Macron zaferi çantada keklik mi?

27 Nisan 2017 Perşembe

Gabrielle Russier isimli 32 yaşındaki bir edebiyat öğretmeni Fransa’da bundan yarım asır önce intihar etmiş...
Genç kadının yaşamına son vermesinin nedeni 16 yaşındaki bir öğrencisine âşık olmasıymış. Aile hocayı devlete şikâyet edince, öğretmen de canına kıymış.

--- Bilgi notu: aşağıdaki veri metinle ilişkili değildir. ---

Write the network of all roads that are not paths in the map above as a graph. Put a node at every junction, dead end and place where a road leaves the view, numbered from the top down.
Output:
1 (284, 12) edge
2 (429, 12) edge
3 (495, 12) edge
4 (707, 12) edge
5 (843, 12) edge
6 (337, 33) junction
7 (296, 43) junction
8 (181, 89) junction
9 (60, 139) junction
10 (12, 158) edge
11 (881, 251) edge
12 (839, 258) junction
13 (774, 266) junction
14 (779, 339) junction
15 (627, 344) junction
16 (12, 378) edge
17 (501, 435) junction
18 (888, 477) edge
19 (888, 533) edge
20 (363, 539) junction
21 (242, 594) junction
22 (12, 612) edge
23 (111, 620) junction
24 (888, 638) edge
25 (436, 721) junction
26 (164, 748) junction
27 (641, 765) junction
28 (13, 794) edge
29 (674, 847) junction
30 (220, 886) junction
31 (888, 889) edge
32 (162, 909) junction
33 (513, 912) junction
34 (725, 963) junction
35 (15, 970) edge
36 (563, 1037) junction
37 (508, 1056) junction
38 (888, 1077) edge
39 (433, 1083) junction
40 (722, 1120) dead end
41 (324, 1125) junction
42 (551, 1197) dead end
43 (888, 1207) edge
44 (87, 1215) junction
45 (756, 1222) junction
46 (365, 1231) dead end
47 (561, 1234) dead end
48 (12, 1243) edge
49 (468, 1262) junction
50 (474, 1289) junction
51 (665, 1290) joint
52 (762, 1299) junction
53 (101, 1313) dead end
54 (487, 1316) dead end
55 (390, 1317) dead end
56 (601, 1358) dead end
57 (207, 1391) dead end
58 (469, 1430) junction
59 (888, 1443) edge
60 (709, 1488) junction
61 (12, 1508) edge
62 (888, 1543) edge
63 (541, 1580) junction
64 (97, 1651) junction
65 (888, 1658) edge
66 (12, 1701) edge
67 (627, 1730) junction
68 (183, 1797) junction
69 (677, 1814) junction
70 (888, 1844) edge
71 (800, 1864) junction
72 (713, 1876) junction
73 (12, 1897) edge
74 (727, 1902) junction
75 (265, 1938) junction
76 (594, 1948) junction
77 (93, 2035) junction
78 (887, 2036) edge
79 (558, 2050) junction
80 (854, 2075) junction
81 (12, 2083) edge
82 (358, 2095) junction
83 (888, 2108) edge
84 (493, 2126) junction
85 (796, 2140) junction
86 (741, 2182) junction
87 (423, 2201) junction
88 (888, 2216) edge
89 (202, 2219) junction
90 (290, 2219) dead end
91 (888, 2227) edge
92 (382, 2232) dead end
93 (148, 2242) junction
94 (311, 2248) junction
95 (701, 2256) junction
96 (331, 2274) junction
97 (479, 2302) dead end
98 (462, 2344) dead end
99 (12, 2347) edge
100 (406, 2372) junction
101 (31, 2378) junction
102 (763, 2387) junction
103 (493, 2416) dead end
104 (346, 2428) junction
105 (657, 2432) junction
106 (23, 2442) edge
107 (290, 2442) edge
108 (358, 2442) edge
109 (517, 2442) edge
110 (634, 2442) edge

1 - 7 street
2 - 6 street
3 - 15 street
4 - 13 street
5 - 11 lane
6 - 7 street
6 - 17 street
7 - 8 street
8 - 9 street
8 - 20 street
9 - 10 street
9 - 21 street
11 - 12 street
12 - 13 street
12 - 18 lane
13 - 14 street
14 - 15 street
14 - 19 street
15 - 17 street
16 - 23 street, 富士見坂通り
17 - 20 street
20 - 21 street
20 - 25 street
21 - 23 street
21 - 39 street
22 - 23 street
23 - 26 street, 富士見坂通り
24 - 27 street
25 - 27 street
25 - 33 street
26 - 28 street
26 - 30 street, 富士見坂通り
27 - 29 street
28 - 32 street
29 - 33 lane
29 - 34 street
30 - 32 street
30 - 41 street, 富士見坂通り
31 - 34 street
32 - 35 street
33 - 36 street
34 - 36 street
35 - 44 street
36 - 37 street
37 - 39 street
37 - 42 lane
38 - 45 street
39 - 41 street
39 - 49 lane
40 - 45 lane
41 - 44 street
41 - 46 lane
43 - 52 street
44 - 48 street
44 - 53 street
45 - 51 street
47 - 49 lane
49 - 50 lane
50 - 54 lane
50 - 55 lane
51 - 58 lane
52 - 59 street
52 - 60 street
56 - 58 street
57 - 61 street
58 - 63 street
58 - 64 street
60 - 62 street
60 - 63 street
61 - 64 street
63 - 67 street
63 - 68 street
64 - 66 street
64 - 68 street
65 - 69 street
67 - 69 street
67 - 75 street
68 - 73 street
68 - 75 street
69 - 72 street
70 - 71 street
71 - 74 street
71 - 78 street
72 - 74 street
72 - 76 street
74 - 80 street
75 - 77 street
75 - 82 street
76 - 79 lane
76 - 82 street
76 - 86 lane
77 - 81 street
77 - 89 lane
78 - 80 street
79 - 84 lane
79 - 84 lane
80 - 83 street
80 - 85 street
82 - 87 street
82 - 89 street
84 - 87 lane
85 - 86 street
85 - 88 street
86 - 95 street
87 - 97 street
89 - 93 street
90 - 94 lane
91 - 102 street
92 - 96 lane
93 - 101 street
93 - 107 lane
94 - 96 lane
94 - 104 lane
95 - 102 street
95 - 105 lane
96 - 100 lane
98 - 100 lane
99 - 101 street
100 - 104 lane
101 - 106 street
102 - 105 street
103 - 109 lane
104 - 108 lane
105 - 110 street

Olay o yıllarda daha drama dönüşmüş; dönemin Cumhurbaşkanı Pompidou trajik öyküye Paul Eluard’ın “Aşktan Ölmek” şiirini ithaf etmiş.
O gün bugün unutulmayan konu arkadan Annie Girardot’nun kariyerinde dönüm noktası olan bir filmle beyazperdeye taşınmış. 2000’lerde de sil baştan Eluard’ın şiirinden ilhamla “Aşktan Ölmek” ismiyle dizi haline getirilmiş…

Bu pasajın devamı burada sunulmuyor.